Are there any tips on how I can keep percy visible, i.e be able to get a grip on him so that I can releave myself.

Many thanks
Ian Gregory AKA Slug
BEC Hut Warden
 

Roger W

Well-known member
Catheter down into welly boots.  Unobtrusive, avoids embarrassment, helps keep feet warm in cold caves.
 

graham

New member
Roger W said:
Catheter down into welly boots.  Unobtrusive, avoids embarrassment, helps keep feet warm in cold caves.
That's a catheter with a splitter valve, otherwise one foot will be getting cold.

Of course the simplest answer to this question is wear a wetsuit.
 

Slug

Member
Stu "Stupot" Gardiner.................YOU ARE F*****G DEAD WHEN I GET HOLD OF YOU. :chair: :spank:
 

Slug

Member
Les W said:
Slug, have you been "fraped" on UKC?

;)

Oh Yes Les, not to worry though, My Revenge will be sweet, well for me at least, in fact I'm saving up a whole load of them for this particular individual, just as soon as I can work out how to change my mobile phone back from Serbo-Croat into English.  :-\
 

Les W

Active member
What have you learnt then slug?

Surely a man of your experience knows better than to leave yourself open to these sorts of caving hut japes? You didn't fall asleep in the common room did you? Have you checked a mirror?
 

Roger W

Well-known member
Even so, brought up some useful advice for under-endowed male cavers wondering how to...    :LOL:
 

Slug

Member
Les W said:
What have you learnt then slug?

Surely a man of your experience knows better than to leave yourself open to these sorts of caving hut japes? You didn't fall asleep in the common room did you? Have you checked a mirror?

I was foolish enough to leave myself logged into the library PC  :(

But on a serious note, having a weener similar to that of an Argos pen is no laughing matter, and I would appreciate it if people did not mention it to me when they see me at Hidden Earth 2010, especially if you see me trying to chat up a piece of skirt.


Thanks

Slug
 

MadPierre

New member
2 solutions offered:

1) Duct tape, length of garden hose.

2) Colostomy.

Hope this helps, of course this now raises the ugly spectre of a numero deux.  Pass the clingfilm.
 

graham

New member
MadPierre said:
2 solutions offered:

1) Duct tape, length of garden hose.

2) Colostomy.

Hope this helps, of course this now raises the ugly spectre of a numero deux.  Pass the clingfilm.
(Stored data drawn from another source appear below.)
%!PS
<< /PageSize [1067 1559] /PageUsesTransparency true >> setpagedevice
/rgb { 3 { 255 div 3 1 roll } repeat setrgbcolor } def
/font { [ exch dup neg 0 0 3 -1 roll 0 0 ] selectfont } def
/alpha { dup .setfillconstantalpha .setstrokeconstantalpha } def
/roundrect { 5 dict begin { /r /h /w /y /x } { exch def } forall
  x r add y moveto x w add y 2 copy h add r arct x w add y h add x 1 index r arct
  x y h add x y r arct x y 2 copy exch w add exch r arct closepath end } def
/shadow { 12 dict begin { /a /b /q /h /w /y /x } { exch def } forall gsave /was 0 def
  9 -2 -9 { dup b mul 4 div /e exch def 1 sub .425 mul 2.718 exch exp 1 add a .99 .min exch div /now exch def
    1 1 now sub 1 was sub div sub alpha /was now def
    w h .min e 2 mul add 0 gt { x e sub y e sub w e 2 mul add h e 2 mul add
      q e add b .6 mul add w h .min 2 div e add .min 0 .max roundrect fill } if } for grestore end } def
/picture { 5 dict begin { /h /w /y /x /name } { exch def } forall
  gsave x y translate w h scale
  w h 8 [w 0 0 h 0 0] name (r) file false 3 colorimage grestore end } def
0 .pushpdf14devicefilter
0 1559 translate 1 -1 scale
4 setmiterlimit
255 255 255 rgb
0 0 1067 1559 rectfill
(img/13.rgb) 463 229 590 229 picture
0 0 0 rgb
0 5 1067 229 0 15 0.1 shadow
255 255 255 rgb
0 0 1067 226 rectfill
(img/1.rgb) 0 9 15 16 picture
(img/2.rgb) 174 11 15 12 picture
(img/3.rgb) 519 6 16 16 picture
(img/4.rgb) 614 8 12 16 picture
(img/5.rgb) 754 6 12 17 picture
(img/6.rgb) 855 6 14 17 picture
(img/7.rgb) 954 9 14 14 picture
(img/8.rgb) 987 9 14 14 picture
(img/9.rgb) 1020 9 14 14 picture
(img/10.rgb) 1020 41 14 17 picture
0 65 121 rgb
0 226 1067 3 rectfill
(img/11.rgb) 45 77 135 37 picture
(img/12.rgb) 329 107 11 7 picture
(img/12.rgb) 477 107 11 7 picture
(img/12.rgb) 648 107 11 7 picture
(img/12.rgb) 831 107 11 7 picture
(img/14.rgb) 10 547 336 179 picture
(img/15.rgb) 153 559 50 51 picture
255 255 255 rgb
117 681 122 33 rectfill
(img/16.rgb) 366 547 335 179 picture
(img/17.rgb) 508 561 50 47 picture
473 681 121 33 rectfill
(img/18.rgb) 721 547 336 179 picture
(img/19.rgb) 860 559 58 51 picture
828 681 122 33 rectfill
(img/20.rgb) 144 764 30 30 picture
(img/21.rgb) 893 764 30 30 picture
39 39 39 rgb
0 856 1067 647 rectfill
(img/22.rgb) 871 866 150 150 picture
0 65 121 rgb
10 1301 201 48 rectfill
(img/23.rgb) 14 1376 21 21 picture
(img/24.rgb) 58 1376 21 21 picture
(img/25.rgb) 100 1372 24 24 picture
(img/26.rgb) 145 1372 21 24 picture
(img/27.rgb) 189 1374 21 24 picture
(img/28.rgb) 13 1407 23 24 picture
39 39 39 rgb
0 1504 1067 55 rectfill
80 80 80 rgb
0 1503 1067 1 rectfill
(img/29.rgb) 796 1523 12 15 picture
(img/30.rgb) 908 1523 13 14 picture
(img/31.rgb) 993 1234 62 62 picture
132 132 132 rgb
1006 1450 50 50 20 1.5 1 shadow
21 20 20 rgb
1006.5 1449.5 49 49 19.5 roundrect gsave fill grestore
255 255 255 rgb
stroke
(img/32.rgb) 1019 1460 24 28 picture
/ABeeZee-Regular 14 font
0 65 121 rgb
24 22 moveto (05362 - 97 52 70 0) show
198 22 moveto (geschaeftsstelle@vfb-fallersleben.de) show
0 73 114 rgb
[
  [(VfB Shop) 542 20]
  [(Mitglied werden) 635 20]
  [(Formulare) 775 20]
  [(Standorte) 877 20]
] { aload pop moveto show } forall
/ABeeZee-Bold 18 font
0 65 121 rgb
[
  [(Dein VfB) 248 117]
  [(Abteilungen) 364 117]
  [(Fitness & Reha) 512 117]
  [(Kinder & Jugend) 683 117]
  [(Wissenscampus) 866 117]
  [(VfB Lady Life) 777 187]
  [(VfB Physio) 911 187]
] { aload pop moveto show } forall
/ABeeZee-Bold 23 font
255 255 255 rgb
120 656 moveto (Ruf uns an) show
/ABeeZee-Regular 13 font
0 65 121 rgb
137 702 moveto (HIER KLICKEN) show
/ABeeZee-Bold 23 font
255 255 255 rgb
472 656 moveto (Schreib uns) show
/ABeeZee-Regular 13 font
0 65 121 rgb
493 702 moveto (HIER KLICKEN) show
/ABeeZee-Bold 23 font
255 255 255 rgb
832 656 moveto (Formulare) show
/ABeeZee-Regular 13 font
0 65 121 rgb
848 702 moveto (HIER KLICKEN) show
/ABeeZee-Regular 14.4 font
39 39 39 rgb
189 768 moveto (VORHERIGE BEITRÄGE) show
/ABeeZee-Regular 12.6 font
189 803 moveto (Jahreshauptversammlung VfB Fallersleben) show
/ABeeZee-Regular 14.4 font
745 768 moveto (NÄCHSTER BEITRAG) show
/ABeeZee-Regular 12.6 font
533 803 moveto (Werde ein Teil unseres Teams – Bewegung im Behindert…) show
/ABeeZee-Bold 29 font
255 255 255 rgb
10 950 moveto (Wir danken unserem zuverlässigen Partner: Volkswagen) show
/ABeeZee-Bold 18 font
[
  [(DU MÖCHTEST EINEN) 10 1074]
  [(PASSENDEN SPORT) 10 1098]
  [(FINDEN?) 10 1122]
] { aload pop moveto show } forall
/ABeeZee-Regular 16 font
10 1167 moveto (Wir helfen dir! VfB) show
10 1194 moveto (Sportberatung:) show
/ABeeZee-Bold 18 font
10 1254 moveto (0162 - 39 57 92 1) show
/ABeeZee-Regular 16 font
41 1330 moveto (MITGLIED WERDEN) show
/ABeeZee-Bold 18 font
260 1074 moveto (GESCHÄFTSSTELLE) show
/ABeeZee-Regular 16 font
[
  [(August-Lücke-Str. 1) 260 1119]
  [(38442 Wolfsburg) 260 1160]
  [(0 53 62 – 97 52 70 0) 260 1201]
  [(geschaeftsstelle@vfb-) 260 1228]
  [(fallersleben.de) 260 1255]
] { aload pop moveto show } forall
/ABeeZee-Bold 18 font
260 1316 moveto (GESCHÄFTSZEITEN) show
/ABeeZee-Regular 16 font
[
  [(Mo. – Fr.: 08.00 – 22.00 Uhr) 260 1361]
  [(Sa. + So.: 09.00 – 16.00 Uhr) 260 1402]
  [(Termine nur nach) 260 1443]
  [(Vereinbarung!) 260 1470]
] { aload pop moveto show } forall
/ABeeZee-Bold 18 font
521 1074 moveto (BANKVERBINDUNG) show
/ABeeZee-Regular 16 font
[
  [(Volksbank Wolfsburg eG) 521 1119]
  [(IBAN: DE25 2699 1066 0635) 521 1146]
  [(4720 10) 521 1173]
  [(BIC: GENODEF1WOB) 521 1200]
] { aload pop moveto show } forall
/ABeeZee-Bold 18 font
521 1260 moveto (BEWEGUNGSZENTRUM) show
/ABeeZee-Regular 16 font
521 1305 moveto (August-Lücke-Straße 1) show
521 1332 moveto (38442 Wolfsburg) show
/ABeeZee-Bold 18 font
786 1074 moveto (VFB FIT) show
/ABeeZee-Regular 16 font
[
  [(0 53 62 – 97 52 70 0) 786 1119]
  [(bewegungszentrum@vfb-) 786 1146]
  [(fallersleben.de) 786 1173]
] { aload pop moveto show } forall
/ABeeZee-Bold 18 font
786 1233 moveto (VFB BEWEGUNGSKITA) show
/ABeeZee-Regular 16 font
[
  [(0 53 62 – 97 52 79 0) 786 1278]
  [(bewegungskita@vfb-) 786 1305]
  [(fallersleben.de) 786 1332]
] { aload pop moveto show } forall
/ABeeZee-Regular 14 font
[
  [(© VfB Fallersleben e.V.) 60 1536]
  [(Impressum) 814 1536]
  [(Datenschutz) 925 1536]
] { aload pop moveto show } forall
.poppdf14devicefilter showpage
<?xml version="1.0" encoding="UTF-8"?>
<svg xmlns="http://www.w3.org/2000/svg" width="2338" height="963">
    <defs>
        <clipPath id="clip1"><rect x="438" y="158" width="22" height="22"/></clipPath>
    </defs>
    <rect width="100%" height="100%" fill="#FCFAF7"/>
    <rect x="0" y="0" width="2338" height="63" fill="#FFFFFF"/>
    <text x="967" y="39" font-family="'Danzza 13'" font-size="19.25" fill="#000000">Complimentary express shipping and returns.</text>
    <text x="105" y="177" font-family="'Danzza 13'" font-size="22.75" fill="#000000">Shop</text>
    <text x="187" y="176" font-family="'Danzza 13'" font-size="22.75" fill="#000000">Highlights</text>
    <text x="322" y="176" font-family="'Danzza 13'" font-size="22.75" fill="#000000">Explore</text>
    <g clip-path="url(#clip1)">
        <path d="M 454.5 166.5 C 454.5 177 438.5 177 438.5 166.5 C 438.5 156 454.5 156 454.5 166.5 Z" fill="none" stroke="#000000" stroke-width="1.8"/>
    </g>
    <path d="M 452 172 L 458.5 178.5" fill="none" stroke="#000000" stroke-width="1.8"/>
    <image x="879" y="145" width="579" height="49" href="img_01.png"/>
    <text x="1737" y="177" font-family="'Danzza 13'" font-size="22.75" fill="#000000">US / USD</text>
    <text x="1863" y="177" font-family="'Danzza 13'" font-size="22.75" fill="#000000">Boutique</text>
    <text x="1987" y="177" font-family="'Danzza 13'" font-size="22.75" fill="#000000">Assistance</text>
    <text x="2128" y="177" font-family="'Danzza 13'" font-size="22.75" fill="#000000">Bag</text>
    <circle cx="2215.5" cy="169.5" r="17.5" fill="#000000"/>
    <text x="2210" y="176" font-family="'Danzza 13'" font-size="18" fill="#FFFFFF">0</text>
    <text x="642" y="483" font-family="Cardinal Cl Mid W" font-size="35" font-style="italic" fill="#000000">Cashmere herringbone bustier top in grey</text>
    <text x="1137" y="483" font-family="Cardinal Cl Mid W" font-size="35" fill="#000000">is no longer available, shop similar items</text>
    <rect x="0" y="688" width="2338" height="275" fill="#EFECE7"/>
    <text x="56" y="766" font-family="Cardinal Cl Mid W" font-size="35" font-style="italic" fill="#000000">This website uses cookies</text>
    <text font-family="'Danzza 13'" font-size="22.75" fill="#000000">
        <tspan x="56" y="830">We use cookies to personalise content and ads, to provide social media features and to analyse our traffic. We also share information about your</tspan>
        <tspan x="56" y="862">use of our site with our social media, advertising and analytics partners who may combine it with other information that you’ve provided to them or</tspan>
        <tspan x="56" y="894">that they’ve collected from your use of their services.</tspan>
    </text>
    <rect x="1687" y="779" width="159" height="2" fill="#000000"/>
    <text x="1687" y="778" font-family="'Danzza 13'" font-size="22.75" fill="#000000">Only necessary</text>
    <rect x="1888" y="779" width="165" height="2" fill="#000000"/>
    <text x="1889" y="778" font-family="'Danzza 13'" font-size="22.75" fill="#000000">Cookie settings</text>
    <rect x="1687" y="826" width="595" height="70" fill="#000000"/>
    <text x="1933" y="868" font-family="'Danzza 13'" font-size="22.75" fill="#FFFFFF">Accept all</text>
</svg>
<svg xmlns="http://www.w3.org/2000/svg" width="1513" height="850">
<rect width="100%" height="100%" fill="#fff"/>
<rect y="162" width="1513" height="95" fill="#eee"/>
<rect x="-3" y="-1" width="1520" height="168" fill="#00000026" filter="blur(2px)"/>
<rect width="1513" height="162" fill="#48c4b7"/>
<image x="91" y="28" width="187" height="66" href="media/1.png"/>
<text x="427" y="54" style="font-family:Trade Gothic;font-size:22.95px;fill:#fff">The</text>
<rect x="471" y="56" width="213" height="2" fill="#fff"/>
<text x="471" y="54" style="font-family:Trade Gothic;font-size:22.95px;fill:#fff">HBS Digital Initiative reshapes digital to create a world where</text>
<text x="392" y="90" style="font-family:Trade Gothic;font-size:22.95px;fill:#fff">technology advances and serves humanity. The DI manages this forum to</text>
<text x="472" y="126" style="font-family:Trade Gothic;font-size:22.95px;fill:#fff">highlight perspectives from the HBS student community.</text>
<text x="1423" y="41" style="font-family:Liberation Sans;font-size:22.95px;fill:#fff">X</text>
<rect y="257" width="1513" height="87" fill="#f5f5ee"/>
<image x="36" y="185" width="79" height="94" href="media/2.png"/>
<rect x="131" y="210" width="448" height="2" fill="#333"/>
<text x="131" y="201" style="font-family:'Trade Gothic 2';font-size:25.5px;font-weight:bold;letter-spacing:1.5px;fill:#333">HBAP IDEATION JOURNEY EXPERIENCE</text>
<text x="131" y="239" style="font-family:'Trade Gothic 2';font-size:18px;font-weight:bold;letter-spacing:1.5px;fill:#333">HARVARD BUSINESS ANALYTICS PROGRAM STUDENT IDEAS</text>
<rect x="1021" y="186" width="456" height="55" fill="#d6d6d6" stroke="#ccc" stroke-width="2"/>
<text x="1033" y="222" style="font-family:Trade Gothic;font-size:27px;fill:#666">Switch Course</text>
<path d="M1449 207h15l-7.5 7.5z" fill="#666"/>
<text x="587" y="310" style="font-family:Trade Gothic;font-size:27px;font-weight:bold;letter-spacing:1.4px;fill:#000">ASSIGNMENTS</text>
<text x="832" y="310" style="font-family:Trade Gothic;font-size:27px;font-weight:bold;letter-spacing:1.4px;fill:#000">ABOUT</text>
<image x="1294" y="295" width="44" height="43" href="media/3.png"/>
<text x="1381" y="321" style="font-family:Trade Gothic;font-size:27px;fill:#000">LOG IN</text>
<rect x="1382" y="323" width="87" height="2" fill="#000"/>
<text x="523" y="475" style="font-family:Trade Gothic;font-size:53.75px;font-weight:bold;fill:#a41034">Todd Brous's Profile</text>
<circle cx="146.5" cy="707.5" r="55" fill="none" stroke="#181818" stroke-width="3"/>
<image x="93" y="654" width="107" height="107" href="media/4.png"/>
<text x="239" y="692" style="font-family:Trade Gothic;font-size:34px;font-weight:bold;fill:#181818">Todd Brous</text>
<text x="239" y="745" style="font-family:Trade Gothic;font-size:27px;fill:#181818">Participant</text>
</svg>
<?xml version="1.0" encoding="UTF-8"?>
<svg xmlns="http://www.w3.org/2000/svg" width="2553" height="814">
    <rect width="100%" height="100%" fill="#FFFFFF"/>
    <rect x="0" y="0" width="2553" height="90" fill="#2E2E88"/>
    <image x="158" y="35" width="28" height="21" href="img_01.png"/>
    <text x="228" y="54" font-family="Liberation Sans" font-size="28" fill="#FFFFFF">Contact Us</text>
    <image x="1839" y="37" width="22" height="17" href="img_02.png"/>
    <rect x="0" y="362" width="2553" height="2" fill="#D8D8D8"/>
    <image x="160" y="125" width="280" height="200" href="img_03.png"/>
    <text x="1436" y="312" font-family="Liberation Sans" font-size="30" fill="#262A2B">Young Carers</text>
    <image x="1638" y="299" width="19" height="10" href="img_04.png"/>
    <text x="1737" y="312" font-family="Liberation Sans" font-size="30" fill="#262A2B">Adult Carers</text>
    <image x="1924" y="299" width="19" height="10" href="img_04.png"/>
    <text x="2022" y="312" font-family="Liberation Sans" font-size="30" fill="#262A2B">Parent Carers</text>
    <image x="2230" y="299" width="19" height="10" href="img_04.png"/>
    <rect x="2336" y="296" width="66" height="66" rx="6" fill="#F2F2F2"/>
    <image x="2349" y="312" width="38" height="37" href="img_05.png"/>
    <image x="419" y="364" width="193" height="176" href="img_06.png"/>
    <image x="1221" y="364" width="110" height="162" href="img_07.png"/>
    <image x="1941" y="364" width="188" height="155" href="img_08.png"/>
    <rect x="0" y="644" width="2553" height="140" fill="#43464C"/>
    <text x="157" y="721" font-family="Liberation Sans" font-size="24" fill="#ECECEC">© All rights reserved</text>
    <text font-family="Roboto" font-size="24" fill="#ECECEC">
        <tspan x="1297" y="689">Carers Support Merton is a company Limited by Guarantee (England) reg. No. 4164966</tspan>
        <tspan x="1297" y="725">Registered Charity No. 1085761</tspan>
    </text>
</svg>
A colostomy won't help Slug's problem, though it could make dealing with Number 2s more straightforward.
 

mrodoc

Well-known member
MadPierre said:
2 solutions offered:

1) Duct tape, length of garden hose.

2) Colostomy.

Hope this helps, of course this now raises the ugly spectre of a numero deux.  Pass the clingfilm.

I think the word you were looking for is cystectomy.